2024’te ne tarz tasarımlar göreceğiz?

2024 yılında tüm dünyada olduğu gibi ülkemizde de ekonomik baskıyı daha çok hissedeceğiz. Ancak bir yandan da kullanıcıların üründen beklentileri artıyor. Bu beklenti hem duygusal, yani estetik; hem de fonksiyonel fayda olarak karşımıza çıkıyor. Dolayısıyla önümüzdeki senelerde ulaşılabilir fiyatlı, kullanıcıya hem duygusal hem fonksiyonel fayda sunan ve estetik görünümlü tasarımlar öne çıkacaktır.

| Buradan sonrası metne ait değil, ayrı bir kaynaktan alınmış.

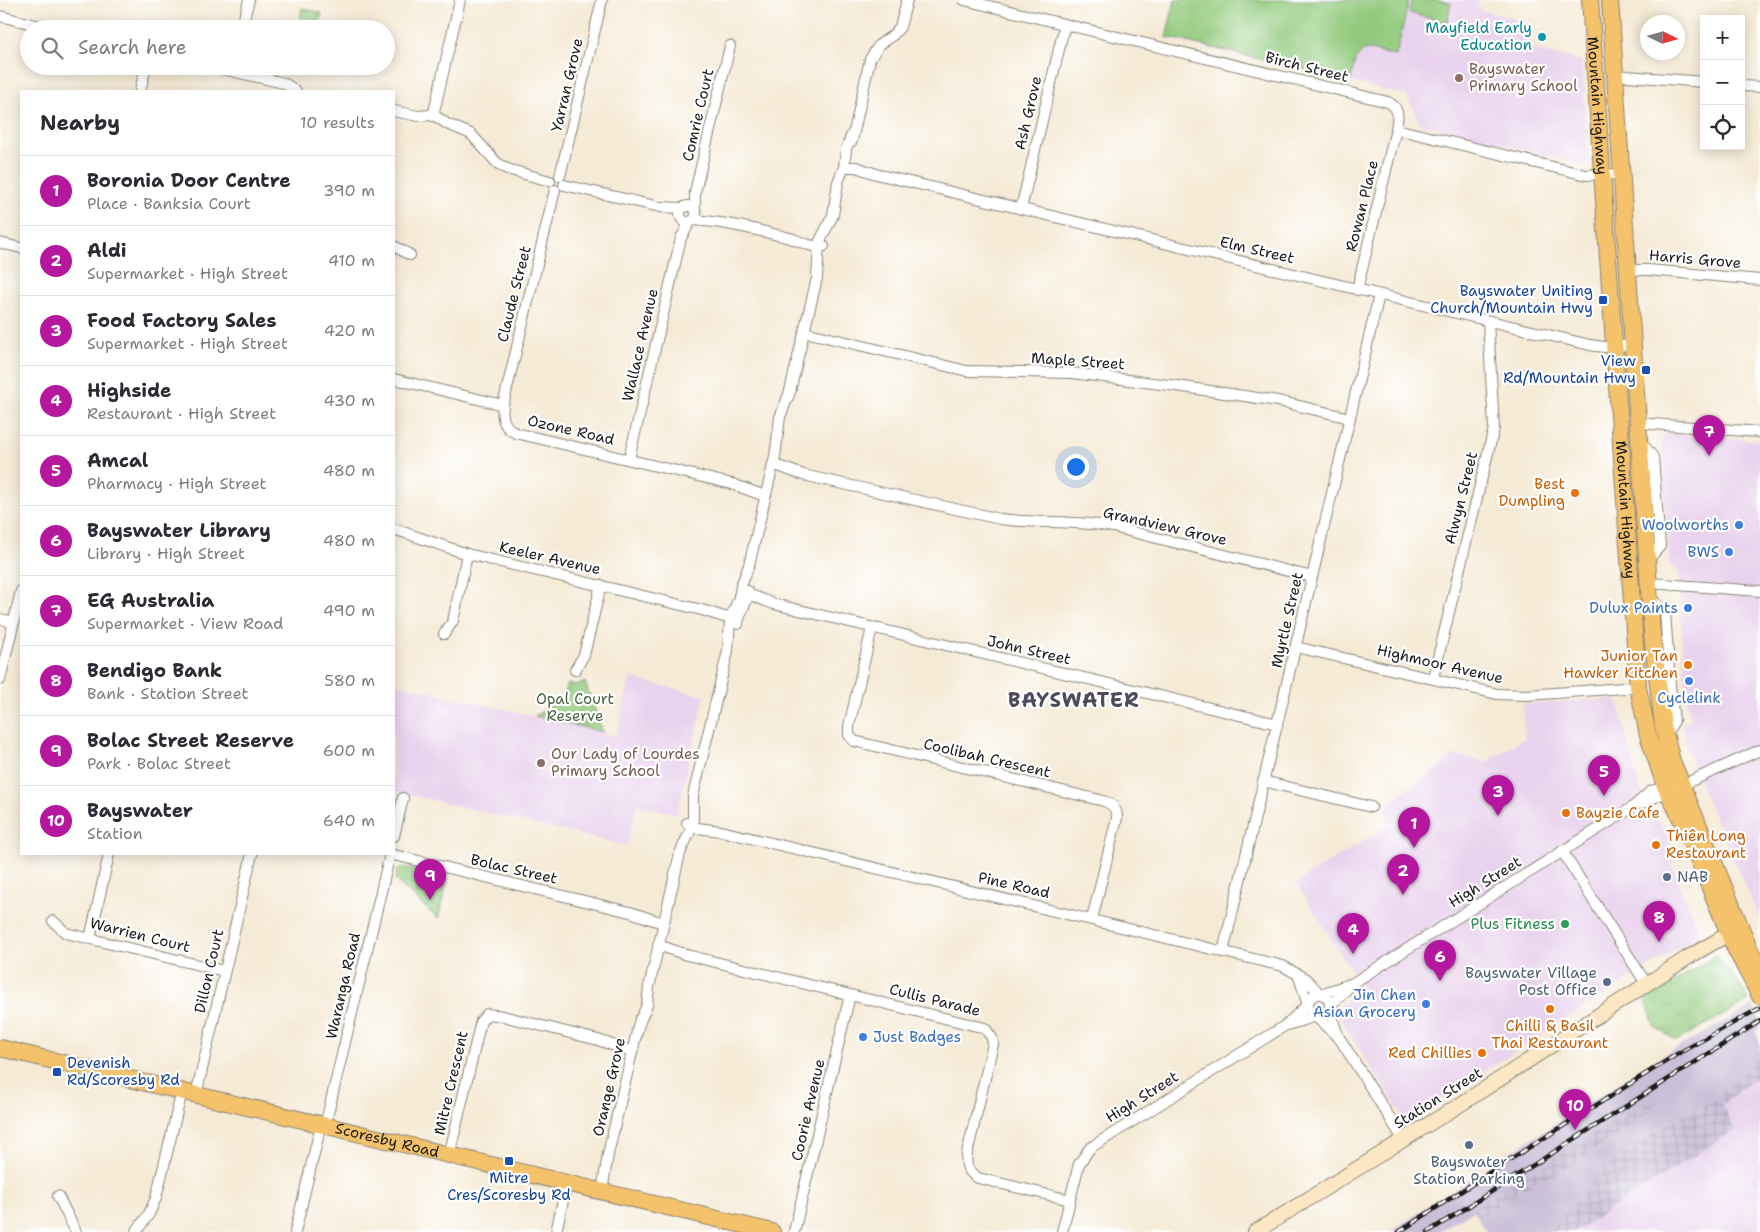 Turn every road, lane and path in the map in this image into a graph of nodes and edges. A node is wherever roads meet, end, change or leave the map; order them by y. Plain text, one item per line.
1 (249, 0) edge
2 (460, 0) edge
3 (602, 0) edge
4 (908, 0) edge
5 (964, 0) edge
6 (1590, 0) edge
7 (1610, 0) edge
8 (0, 16) edge
9 (243, 20) edge
10 (20, 21) edge
11 (1065, 24) junction
12 (730, 46) dead end
13 (144, 75) edge
14 (252, 75) edge
15 (1615, 75) junction
16 (1700, 82) edge
17 (1745, 86) edge
18 (1760, 87) edge
19 (140, 90) edge
20 (294, 90) edge
21 (395, 111) edge
22 (433, 116) junction
23 (1396, 129) junction
24 (848, 168) junction
25 (1621, 174) junction
26 (1601, 175) junction
27 (562, 180) junction
28 (553, 186) junction
29 (1021, 209) junction
30 (688, 214) junction
31 (0, 243) edge
32 (821, 245) junction
33 (395, 246) edge
34 (20, 248) edge
35 (410, 254) dead end
36 (1627, 270) junction
37 (1760, 280) edge
38 (1357, 290) junction
39 (1379, 295) junction
40 (1488, 321) junction
41 (805, 332) junction
42 (1632, 345) junction
43 (1613, 346) junction
44 (395, 379) edge
45 (503, 405) junction
46 (1350, 418) junction
47 (1638, 423) junction
48 (1760, 432) edge
49 (629, 459) junction
50 (773, 464) junction
51 (766, 492) junction
52 (395, 529) edge
53 (467, 554) junction
54 (1312, 577) junction
55 (601, 586) junction
56 (1649, 591) junction
57 (1760, 591) edge
58 (745, 597) junction
59 (20, 599) edge
60 (733, 617) junction
61 (0, 619) edge
62 (872, 628) junction
63 (16, 629) edge
64 (444, 634) dead end
65 (1296, 647) junction
66 (575, 670) dead end
67 (1433, 678) junction
68 (0, 680) edge
69 (1638, 687) junction
70 (1277, 724) junction
71 (1760, 750) edge
72 (1263, 781) junction
73 (1671, 788) junction
74 (403, 798) dead end
75 (1371, 807) dead end
76 (691, 824) junction
77 (395, 832) edge
78 (1562, 850) junction
79 (110, 855) edge
80 (252, 855) edge
81 (390, 855) edge
82 (394, 855) edge
83 (1092, 919) junction
84 (664, 920) junction
85 (53, 921) dead end
86 (1734, 931) junction
87 (90, 938) junction
88 (656, 952) junction
89 (1223, 952) junction
90 (1756, 957) edge
91 (224, 971) junction
92 (1298, 974) junction
93 (1760, 974) edge
94 (1353, 983) junction
95 (1647, 985) junction
96 (1321, 994) junction
97 (1759, 994) edge
98 (850, 995) junction
99 (1307, 1004) junction
100 (1330, 1008) junction
101 (1315, 1016) junction
102 (1286, 1025) junction
103 (1340, 1039) junction
104 (0, 1048) edge
105 (633, 1049) junction
106 (189, 1093) junction
107 (323, 1125) junction
108 (1403, 1140) junction
109 (449, 1156) junction
110 (567, 1183) junction
111 (599, 1191) junction
112 (58, 1196) dead end
113 (1070, 1200) junction
114 (724, 1226) edge
115 (76, 1232) edge
116 (136, 1232) edge
117 (295, 1232) edge
118 (556, 1232) edge
119 (772, 1232) edge
120 (794, 1232) edge
121 (1062, 1232) edge
122 (1255, 1232) edge

1 - 9 street
2 - 22 street
3 - 27 street, Yarran Grove
4 - 24 street, Orange Grove
5 - 11 street, Birch Street
6 - 26 main road, Mountain Highway
7 - 15 main road, Mountain Highway
8 - 10 street
11 - 23 street, Birch Street
11 - 29 street, Ash Grove
12 - 30 street, Comrie Court
13 - 19 street
14 - 20 street
15 - 16 street
15 - 25 main road, Mountain Highway
17 - 18 street
21 - 22 street
22 - 28 street
23 - 26 street
23 - 38 street, Rowan Place
24 - 29 street, Elm Street
24 - 32 street, Orange Grove
25 - 26 street
25 - 36 main road, Mountain Highway
26 - 43 main road, Mountain Highway
27 - 28 street
27 - 30 street
28 - 45 street, Claude Street
29 - 38 street, Elm Street
30 - 32 street
30 - 49 street, Wallace Avenue
31 - 34 street
32 - 41 street, Orange Grove
33 - 35 street
36 - 37 street, Harris Grove
36 - 42 main road, Mountain Highway
38 - 39 street, Elm Street
39 - 40 street, Elm Street
39 - 46 street, Myrtle Street
40 - 43 street, Elm Street
40 - 67 street, Alwyn Street
41 - 46 street, Maple Street
41 - 50 street, Orange Grove
42 - 43 street, Elm Street
42 - 47 main road, Mountain Highway
43 - 69 main road, Mountain Highway
44 - 45 street
45 - 49 street, Ozone Road
46 - 54 street, Myrtle Street
47 - 48 street
47 - 56 main road, Mountain Highway
49 - 51 street, Ozone Road
50 - 51 street, Orange Grove
50 - 54 street, Grandview Grove
51 - 58 street, Orange Grove
52 - 53 street, Keeler Avenue
53 - 55 street, Keeler Avenue
53 - 64 street
54 - 65 street, Myrtle Street
55 - 60 street, Keeler Avenue
55 - 66 street
56 - 57 street
56 - 73 main road, Mountain Highway
58 - 60 street, Orange Grove
58 - 62 street, John Street
59 - 63 street
60 - 76 street, Orange Grove
61 - 63 street
62 - 70 street, John Street
62 - 83 street, Coolibah Crescent
63 - 68 street
65 - 67 street, Highmoor Avenue
65 - 70 street, Myrtle Street
67 - 69 street, Highmoor Avenue
69 - 73 main road, Mountain Highway
70 - 72 street, Myrtle Street
71 - 73 street, High Street
72 - 75 street
72 - 89 street, Myrtle Street
73 - 78 street, High Street
73 - 86 main road, Mountain Highway
74 - 77 street
76 - 83 street, Pine Road
76 - 84 street, Orange Grove
78 - 94 street, High Street
78 - 95 street
79 - 87 street
80 - 91 street, Dillon Court
81 - 107 street, Waranga Road
82 - 84 street, Bolac Street
83 - 89 street, Pine Road
84 - 88 street, Orange Grove
85 - 87 street, Warrien Court
86 - 90 main road, Mountain Highway
86 - 95 main road, Station Street
86 - 97 main road, Mountain Highway
87 - 91 street, Warrien Court
88 - 98 street, Cullis Parade
88 - 105 street, Orange Grove
89 - 92 street, Pine Road
90 - 93 main road, Mountain Highway
91 - 106 street, Dillon Court
92 - 96 street, Pine Road
92 - 99 street
94 - 96 street, High Street
94 - 100 street, High Street
95 - 108 main road, Station Street
96 - 99 street
96 - 100 street
98 - 113 street, Cullis Parade
98 - 120 street, Coorie Avenue
99 - 101 street
99 - 102 street, High Street
100 - 101 street
100 - 103 street
101 - 102 street, High Street
101 - 103 street
102 - 113 street, High Street
103 - 108 street
104 - 106 main road, Scoresby Road
105 - 109 street, Mitre Crescent
105 - 111 street, Orange Grove
106 - 107 main road, Scoresby Road
106 - 116 street, Dillon Court
107 - 109 main road, Scoresby Road
107 - 117 street, Waranga Road
108 - 122 main road, Station Street
109 - 110 main road, Scoresby Road
110 - 111 main road, Scoresby Road
110 - 118 street
111 - 114 main road, Scoresby Road
112 - 115 street
113 - 121 street, High Street
114 - 119 main road, Scoresby Road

Tasarım trendlerinin sürekli değişmesi sizi nasıl etkiliyor?

Dünyada inanılmaz ürün kirliliği var. Bu durum gelişmemiş ya da gelişmekte olan ülkelerde daha da fazla. İnsanlar ihtiyaçlarından fazlasını alıp, kullanmadan tüketiyorlar. Üreticiler de sürekliliklerini sağlamak adına yeni ürünlere odaklanmış durumdalar. Ancak bu yeni ürünlere de anlam kazandırmak zorundalar. Bu anlamlandırmayı “trend” olarak tanımlayabiliriz. Artık zorunluluk haline gelen bu trend kavramı üretim verimliğini düşürürken, pazar verimliliğini artırıyor. Tasarımı yapmak için yapmamak gerekiyor. Özellikle bu tüketim anlayışının ve ürün kirliliğinin önüne geçmek için ihtiyaçları trendlerle yorumlamak önem kazanıyor. Biz de bu bakış açısıyla gerçek ihtiyaçları odağımıza alarak ürünlerimizi tasarlıyoruz.

Tasarımcı olmak isteyen gençlere tavsiyeniz nedir?

İlk önereceğim şey tutkulu olmaları… Tutkuyu teknik yeterlilikle birleştirmeliler. Bunun için sahaya inerek son kullanıcıyı yakından tanımalılar. Tasarımı sanat olarak görmemeli, ne için ve kim için tasarım yaptıklarını gözden kaçırmamalılar. Global bakış açısını geliştirerek tasarımı ele almalılar. Çünkü rekabet uluslararası boyutta. Dolayısıyla dünya insanı olmalılar, çok iyi gözlemleyip, iyi analiz etmeli ve tutkulu olmalılar.